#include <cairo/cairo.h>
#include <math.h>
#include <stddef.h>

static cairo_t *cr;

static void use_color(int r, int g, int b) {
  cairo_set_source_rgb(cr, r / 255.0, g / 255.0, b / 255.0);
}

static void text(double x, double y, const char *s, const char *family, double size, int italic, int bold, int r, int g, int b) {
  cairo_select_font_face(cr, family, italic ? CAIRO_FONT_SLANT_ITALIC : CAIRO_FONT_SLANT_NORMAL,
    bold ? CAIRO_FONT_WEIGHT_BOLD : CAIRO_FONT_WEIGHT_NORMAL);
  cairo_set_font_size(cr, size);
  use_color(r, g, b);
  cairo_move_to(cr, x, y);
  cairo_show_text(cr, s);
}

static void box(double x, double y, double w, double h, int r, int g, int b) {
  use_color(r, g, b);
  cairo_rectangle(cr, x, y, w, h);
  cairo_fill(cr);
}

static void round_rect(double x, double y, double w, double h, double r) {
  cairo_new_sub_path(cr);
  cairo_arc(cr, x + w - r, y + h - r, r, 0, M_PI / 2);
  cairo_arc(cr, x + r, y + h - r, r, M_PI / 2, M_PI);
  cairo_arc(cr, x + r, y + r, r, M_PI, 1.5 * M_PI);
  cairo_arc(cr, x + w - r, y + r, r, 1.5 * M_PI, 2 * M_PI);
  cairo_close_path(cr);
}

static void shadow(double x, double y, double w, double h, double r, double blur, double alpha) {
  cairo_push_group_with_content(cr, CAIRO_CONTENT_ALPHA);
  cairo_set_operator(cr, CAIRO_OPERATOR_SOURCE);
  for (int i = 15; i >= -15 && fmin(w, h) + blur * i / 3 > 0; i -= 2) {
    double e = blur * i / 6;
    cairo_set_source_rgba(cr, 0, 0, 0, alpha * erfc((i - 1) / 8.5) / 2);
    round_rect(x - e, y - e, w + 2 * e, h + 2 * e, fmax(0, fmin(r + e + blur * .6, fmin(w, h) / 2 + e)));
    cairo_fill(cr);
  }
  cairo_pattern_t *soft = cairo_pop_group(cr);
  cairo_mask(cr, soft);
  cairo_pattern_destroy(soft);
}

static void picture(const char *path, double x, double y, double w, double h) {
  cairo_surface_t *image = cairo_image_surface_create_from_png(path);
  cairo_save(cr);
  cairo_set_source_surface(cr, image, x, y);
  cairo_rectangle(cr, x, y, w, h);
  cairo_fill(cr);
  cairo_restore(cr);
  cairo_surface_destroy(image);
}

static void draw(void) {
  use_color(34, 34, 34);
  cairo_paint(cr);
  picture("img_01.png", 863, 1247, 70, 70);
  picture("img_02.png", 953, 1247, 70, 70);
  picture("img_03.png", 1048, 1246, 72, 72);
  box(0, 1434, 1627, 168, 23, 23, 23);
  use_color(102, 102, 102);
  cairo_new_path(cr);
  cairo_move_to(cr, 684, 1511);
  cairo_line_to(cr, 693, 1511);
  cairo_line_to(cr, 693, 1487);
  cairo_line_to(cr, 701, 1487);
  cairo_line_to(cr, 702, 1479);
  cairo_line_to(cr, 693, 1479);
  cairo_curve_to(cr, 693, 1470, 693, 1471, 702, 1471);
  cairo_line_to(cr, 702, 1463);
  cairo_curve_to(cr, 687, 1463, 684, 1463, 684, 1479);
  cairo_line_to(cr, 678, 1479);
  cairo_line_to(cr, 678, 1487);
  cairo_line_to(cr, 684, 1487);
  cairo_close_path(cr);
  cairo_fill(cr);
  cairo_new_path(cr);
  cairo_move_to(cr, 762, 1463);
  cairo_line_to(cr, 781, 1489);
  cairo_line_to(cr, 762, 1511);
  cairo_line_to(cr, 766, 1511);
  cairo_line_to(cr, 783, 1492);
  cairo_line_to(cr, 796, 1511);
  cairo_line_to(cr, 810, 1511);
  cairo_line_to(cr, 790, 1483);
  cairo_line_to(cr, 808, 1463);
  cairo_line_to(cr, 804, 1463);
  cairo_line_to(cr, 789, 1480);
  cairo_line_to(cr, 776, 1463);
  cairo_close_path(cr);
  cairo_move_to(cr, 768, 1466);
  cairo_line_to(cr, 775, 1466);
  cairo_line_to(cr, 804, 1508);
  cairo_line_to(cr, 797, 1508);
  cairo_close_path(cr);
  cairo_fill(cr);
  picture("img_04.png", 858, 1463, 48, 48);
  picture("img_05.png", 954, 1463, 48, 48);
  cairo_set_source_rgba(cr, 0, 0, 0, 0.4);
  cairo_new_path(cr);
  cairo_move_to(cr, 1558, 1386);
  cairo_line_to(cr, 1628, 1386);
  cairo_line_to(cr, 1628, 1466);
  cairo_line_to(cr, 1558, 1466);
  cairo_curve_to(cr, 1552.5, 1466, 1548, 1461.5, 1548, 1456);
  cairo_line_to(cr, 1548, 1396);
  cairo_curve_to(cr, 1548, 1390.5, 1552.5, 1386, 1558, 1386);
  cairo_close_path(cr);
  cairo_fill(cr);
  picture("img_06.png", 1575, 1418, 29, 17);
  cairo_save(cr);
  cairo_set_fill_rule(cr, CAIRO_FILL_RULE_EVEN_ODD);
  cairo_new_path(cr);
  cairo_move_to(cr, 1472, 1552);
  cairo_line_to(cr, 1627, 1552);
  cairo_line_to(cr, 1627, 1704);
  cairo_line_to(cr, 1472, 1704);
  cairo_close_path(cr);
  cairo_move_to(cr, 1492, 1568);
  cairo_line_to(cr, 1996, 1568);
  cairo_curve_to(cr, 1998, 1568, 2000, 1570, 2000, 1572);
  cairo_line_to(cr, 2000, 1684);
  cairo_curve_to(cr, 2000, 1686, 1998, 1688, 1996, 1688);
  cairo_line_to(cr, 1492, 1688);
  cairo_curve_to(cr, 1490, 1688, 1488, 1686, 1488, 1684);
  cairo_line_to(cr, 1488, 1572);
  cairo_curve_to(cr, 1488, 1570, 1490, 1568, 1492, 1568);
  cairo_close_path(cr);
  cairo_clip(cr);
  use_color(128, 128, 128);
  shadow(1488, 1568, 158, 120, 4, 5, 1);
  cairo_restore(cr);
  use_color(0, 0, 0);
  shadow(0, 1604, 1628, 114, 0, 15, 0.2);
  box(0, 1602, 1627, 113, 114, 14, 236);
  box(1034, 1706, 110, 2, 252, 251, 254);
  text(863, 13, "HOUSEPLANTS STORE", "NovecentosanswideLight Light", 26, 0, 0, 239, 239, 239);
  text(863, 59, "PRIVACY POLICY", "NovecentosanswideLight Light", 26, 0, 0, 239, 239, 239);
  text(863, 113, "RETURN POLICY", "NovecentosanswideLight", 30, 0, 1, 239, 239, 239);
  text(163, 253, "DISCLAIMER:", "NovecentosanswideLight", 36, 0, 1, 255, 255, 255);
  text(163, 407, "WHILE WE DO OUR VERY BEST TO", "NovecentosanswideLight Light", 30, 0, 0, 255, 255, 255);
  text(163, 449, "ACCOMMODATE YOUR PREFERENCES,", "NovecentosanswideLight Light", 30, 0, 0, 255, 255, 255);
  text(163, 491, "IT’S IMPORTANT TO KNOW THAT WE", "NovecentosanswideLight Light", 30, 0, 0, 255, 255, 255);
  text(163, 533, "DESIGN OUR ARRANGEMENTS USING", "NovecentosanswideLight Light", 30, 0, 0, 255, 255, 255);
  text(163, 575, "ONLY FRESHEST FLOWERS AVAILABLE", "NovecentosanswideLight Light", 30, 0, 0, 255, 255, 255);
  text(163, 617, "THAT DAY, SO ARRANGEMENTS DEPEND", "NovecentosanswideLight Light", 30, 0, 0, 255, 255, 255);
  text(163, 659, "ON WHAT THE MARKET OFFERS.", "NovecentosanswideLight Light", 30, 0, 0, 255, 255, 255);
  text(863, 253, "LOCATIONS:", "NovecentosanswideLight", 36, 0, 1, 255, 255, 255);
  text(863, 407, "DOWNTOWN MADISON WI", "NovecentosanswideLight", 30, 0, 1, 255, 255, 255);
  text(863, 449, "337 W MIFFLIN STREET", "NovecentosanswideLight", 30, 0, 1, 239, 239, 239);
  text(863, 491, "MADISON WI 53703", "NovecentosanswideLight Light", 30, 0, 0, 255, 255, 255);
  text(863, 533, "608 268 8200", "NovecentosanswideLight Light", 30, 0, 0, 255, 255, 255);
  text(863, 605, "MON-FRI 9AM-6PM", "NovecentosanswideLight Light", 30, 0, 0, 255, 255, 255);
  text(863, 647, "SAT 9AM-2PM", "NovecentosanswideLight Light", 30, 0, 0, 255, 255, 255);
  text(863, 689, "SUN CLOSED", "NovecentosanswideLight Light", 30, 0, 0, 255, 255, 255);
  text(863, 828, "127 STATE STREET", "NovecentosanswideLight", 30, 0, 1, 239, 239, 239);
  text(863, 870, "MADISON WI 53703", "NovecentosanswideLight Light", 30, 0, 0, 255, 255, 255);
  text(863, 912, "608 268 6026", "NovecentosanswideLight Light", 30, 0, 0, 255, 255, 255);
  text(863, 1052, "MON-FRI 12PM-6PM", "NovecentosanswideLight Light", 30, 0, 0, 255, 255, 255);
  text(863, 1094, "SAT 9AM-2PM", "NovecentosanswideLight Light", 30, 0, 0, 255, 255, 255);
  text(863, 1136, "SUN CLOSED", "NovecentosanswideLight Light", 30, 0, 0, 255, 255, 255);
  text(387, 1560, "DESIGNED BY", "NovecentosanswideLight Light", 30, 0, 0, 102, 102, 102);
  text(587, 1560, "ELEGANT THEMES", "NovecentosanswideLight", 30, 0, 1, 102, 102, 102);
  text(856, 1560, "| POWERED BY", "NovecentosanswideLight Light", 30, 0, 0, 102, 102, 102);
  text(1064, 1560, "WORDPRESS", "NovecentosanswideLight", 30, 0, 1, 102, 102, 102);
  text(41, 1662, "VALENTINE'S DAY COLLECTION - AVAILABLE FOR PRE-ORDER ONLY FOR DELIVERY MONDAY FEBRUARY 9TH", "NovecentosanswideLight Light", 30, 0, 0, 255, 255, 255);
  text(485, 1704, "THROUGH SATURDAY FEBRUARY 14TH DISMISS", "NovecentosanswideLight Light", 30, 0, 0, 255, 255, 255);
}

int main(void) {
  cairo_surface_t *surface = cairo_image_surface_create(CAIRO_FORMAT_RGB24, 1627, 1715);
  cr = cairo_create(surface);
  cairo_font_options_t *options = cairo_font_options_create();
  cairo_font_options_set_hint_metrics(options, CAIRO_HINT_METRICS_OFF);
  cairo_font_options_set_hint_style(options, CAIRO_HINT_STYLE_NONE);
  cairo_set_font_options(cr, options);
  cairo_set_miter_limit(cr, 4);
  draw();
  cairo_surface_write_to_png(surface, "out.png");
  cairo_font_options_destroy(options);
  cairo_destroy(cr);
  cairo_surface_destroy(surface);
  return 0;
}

---+---

• Problem: The answer is the lines above between the line holding "cairo_arc(cr, x + w - r, y + r, r, 1.5" and the line holding "static void draw(void)", inclusive, each written out exactly, and no others.

• Solved exercise:
  cairo_arc(cr, x + w - r, y + r, r, 1.5 * M_PI, 2 * M_PI);
  cairo_close_path(cr);
}

static void shadow(double x, double y, double w, double h, double r, double blur, double alpha) {
  cairo_push_group_with_content(cr, CAIRO_CONTENT_ALPHA);
  cairo_set_operator(cr, CAIRO_OPERATOR_SOURCE);
  for (int i = 15; i >= -15 && fmin(w, h) + blur * i / 3 > 0; i -= 2) {
    double e = blur * i / 6;
    cairo_set_source_rgba(cr, 0, 0, 0, alpha * erfc((i - 1) / 8.5) / 2);
    round_rect(x - e, y - e, w + 2 * e, h + 2 * e, fmax(0, fmin(r + e + blur * .6, fmin(w, h) / 2 + e)));
    cairo_fill(cr);
  }
  cairo_pattern_t *soft = cairo_pop_group(cr);
  cairo_mask(cr, soft);
  cairo_pattern_destroy(soft);
}

static void picture(const char *path, double x, double y, double w, double h) {
  cairo_surface_t *image = cairo_image_surface_create_from_png(path);
  cairo_save(cr);
  cairo_set_source_surface(cr, image, x, y);
  cairo_rectangle(cr, x, y, w, h);
  cairo_fill(cr);
  cairo_restore(cr);
  cairo_surface_destroy(image);
}

static void draw(void) {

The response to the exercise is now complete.